_WHAT TO WORK ON:_ Using the entries below, copy exactly each line from the line with "middle tip: (435, 171)" up to and including the line with "pinky mcp: (162, 238)", with every picture left out.

# # # # # # #

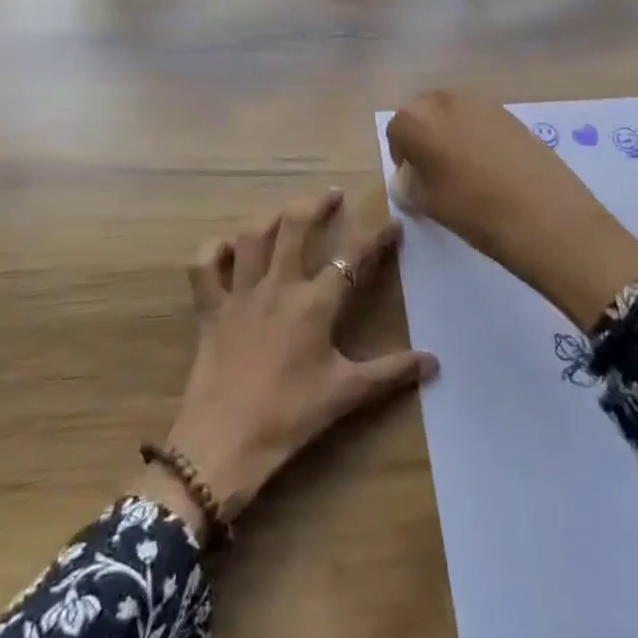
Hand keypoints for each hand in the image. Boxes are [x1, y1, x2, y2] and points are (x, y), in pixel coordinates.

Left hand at [139, 188, 437, 540]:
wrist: (224, 442)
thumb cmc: (290, 416)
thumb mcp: (346, 394)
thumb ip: (391, 373)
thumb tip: (434, 362)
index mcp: (314, 303)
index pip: (352, 258)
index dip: (375, 237)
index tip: (393, 223)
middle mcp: (277, 286)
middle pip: (295, 227)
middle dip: (316, 205)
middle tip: (332, 195)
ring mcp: (239, 294)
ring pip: (251, 237)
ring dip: (270, 217)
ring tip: (286, 211)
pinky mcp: (210, 309)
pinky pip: (203, 267)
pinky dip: (213, 250)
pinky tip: (227, 247)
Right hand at [386, 89, 637, 329]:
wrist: (545, 214)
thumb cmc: (474, 210)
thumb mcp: (429, 203)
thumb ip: (410, 184)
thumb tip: (409, 178)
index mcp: (417, 119)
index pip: (397, 131)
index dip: (402, 156)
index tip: (413, 180)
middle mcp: (445, 99)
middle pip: (423, 112)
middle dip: (424, 136)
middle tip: (435, 171)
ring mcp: (481, 102)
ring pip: (453, 112)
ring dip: (450, 133)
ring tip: (464, 168)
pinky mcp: (510, 111)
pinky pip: (480, 118)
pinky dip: (477, 134)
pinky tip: (490, 165)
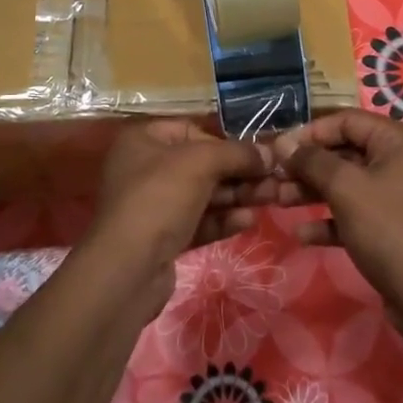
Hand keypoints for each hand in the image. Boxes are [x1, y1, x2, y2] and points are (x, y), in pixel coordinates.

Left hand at [82, 121, 270, 320]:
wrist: (127, 270)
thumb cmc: (160, 199)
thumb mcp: (201, 163)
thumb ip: (237, 153)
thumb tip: (269, 153)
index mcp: (144, 140)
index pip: (194, 132)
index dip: (227, 142)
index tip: (258, 155)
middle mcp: (145, 169)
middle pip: (202, 165)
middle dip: (239, 173)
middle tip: (274, 180)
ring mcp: (153, 206)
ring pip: (204, 195)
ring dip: (237, 196)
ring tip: (271, 199)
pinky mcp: (162, 238)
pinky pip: (198, 221)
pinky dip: (223, 219)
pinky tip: (248, 221)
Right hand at [272, 110, 402, 342]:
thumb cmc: (389, 230)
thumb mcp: (346, 189)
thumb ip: (312, 161)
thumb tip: (283, 143)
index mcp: (402, 140)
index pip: (348, 120)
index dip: (310, 132)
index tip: (278, 149)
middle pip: (347, 152)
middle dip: (308, 166)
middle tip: (273, 178)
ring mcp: (402, 195)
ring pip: (350, 183)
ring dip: (313, 191)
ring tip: (277, 201)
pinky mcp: (396, 226)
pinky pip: (359, 212)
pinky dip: (332, 219)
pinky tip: (302, 234)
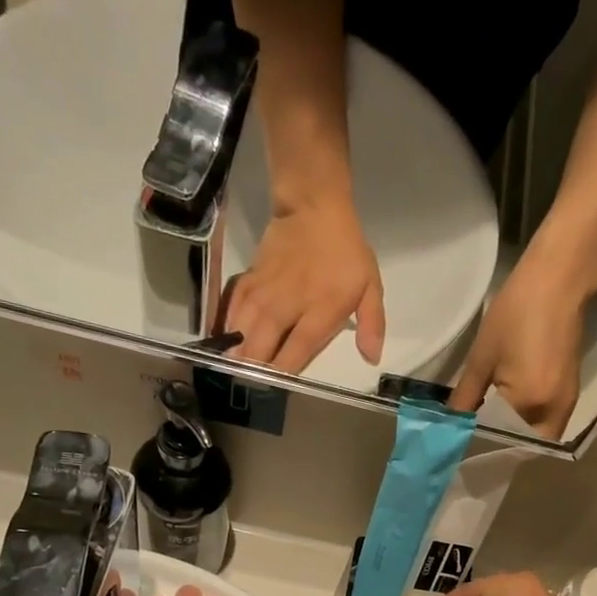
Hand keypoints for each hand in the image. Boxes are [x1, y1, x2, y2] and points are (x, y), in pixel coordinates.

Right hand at [221, 194, 384, 371]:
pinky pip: (232, 308)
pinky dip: (227, 327)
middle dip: (254, 369)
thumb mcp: (370, 286)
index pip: (296, 350)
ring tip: (231, 372)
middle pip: (262, 345)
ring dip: (236, 353)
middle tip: (250, 386)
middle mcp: (287, 306)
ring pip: (242, 329)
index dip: (284, 372)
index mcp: (319, 311)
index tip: (277, 389)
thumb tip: (372, 358)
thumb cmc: (346, 252)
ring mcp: (264, 292)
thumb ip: (372, 324)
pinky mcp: (249, 280)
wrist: (313, 206)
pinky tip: (224, 341)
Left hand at [449, 246, 593, 438]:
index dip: (478, 441)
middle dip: (500, 446)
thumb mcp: (482, 357)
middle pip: (523, 447)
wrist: (559, 280)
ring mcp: (566, 404)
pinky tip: (507, 412)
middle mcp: (552, 412)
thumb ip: (466, 397)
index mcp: (529, 403)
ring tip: (487, 426)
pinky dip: (528, 425)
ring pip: (537, 437)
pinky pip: (548, 423)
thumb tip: (452, 424)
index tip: (459, 441)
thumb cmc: (516, 312)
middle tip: (474, 436)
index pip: (499, 439)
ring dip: (514, 437)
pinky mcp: (571, 394)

# # # # # # #

_RESPONSE:_
middle tip: (435, 171)
ring mcp: (481, 102)
ring pip: (453, 112)
ring dip: (450, 133)
ring tip: (464, 168)
pinky mcp: (510, 111)
pinky pip: (480, 118)
pinky dip: (477, 134)
pinky tip: (490, 165)
Hand keypoints for each hand in the image. Boxes are [x1, y1, x2, y2] and points are (x, y), in pixel coordinates.

Left hand at [82, 121, 270, 320]:
wrist: (127, 270)
thumb cmc: (160, 199)
thumb mcp: (201, 163)
thumb ip: (237, 153)
thumb tip: (269, 153)
index mcp: (144, 140)
index pip: (194, 132)
index dip: (227, 142)
index tip: (258, 155)
middle mcp: (145, 169)
middle pip: (202, 165)
middle dip: (239, 173)
middle tip: (274, 180)
ring mcp: (153, 206)
ring pip: (204, 195)
ring dip: (237, 196)
ring tip: (271, 199)
pinky mcp: (162, 238)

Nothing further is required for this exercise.